MIDUS’ research has taken a focused look at health inequalities, including racial health disparities. In a study including a sample of Black Americans from across Milwaukee, participants wore a movement-sensitive watch to collect data on sleep – how long they slept and the extent to which their sleep was interrupted. Findings showed Black adults got about 40 fewer minutes of sleep a night and had 10% lower sleep efficiency compared to White adults. These racial differences in sleep also predicted racial disparities in biomarkers that measure the risk for cardiometabolic diseases like heart disease and diabetes. The sleep measures were also linked to census data providing information about the neighborhoods in which participants live. This included indicators like education and income levels as well as crime rates. Neighborhood disadvantage further predicted poorer sleep among Black compared to White participants.

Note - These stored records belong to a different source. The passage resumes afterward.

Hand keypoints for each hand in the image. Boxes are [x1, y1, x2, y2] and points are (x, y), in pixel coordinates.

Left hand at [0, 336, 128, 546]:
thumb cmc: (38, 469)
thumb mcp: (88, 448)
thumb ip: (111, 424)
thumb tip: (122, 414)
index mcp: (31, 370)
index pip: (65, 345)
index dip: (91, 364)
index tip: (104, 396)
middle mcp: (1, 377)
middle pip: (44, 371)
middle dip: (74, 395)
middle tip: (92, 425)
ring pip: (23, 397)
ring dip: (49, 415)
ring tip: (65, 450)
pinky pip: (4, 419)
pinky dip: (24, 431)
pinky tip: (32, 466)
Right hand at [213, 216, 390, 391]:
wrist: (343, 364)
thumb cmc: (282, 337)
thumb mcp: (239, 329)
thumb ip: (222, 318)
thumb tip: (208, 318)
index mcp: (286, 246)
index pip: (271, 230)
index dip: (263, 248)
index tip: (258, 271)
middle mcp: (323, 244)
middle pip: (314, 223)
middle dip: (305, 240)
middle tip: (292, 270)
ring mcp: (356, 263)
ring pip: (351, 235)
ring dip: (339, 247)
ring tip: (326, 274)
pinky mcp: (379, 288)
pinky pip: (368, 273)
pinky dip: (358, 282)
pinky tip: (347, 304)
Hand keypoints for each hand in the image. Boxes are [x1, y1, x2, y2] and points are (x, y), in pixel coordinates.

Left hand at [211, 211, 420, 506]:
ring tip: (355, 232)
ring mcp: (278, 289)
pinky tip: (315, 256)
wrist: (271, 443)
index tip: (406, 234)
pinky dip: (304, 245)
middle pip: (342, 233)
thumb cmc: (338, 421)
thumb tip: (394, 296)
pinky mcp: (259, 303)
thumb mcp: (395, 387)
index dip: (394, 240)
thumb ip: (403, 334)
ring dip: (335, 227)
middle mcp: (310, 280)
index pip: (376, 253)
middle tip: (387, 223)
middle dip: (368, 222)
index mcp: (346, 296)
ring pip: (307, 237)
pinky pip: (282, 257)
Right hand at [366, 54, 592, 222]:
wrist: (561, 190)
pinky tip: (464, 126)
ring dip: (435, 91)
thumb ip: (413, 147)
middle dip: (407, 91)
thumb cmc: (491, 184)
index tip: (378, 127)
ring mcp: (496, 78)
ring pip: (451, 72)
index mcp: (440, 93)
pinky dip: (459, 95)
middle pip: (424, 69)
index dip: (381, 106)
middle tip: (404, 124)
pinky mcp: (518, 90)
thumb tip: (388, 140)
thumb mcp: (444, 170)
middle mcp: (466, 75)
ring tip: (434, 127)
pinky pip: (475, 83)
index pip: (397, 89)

Researchers from across disciplines at UW-Madison are involved with the MIDUS study, including from the School of Social Work and School of Medicine and Public Health. Graduate students from the Psychology Department have co-authored 70 publications using MIDUS data, and more than 26,000 researchers around the world are using the publicly available dataset.
Over the next six years, MIDUS will investigate the impacts of the COVID-19 pandemic using nearly 30 years of prior information on some participants.
“We can tell very rich stories about impacts of the pandemic based on participants’ previous degrees of vulnerability or privilege,” Ryff says.
MIDUS will also study Alzheimer’s and dementia as many participants in the core sample are now in their 70s, 80s, and 90s.
“[These participants] give us incredible opportunities to study profiles of resilience as well as sad tales of vulnerability,” Ryff says. “Over the next six years of data collection, we will be assembling more information about pathways into Alzheimer’s and dementia as well as the factors that predict or protect against these frightening outcomes.”